### What you have to do:
In the data below, find every line with the word "Raya" and copy it out.

[Provided records Boundary: Start]

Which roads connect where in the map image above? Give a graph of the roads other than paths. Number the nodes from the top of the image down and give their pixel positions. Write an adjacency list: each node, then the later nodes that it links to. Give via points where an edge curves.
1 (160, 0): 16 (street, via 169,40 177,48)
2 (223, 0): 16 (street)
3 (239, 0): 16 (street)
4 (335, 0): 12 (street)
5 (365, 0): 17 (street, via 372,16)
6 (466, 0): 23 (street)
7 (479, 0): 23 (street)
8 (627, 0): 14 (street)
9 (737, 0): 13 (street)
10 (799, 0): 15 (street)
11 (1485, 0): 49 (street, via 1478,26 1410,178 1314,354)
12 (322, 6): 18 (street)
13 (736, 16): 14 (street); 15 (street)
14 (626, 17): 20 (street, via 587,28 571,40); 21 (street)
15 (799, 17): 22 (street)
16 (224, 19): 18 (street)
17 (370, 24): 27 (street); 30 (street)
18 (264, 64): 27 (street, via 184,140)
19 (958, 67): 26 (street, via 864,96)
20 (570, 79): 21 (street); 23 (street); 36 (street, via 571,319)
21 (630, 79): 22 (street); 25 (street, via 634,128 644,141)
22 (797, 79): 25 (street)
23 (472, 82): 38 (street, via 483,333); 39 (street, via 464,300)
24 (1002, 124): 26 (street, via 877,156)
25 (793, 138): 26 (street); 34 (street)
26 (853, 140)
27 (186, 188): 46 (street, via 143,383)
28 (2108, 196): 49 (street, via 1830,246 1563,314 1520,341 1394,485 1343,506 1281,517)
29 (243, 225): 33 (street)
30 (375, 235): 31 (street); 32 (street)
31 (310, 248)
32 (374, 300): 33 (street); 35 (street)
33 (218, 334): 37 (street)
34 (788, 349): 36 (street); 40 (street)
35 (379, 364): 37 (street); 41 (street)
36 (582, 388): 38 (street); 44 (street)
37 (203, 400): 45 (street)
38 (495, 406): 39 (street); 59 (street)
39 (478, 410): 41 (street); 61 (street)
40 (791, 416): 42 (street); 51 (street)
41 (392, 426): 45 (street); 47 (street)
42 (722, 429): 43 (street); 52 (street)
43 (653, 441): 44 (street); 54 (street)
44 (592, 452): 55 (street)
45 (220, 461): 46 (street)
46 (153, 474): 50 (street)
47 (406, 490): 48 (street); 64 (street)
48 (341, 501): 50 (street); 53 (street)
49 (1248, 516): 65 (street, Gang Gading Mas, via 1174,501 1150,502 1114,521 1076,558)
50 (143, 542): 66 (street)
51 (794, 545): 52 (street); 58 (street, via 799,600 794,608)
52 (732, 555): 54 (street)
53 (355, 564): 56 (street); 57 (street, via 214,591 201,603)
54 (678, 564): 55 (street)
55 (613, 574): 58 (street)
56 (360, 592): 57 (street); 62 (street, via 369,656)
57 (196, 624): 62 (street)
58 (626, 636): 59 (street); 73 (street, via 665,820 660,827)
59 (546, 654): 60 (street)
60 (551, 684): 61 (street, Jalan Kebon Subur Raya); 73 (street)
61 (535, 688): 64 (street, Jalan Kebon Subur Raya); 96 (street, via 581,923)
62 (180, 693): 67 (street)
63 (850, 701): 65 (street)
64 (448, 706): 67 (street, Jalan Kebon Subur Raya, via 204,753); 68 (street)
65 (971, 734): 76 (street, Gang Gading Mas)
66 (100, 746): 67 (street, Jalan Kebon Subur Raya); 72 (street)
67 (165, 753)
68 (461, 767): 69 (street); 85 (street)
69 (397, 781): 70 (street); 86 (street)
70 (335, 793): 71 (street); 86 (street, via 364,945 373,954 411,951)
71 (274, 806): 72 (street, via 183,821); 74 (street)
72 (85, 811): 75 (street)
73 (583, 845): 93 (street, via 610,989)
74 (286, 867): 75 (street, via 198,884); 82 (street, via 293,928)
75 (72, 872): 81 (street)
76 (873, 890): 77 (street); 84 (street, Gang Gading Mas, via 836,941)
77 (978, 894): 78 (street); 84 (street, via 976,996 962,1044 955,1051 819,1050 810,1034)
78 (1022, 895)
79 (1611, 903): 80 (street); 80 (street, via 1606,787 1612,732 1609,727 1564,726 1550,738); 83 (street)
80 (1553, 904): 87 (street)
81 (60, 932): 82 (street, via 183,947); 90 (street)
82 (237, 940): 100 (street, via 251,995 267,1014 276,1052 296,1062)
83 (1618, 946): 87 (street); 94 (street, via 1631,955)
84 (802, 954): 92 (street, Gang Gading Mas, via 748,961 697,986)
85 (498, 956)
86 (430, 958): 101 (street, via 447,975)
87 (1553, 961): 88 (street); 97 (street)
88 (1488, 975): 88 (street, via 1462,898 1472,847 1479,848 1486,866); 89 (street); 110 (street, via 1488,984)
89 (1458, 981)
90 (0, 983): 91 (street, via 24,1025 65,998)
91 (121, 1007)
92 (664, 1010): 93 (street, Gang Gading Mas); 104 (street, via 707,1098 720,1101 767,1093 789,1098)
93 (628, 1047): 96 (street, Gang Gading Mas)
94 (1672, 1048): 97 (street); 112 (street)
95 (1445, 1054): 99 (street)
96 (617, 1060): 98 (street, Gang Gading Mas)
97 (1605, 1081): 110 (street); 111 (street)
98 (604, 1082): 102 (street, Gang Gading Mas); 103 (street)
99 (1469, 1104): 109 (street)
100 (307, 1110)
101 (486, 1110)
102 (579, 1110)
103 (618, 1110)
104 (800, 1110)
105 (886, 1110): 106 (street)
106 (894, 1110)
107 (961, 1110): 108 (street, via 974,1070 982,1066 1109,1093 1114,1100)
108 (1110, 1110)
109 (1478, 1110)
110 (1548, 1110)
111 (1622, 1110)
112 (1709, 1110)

[Provided records Boundary: End]

### Problem solution:
60 (551, 684): 61 (street, Jalan Kebon Subur Raya); 73 (street)
61 (535, 688): 64 (street, Jalan Kebon Subur Raya); 96 (street, via 581,923)
64 (448, 706): 67 (street, Jalan Kebon Subur Raya, via 204,753); 68 (street)
66 (100, 746): 67 (street, Jalan Kebon Subur Raya); 72 (street)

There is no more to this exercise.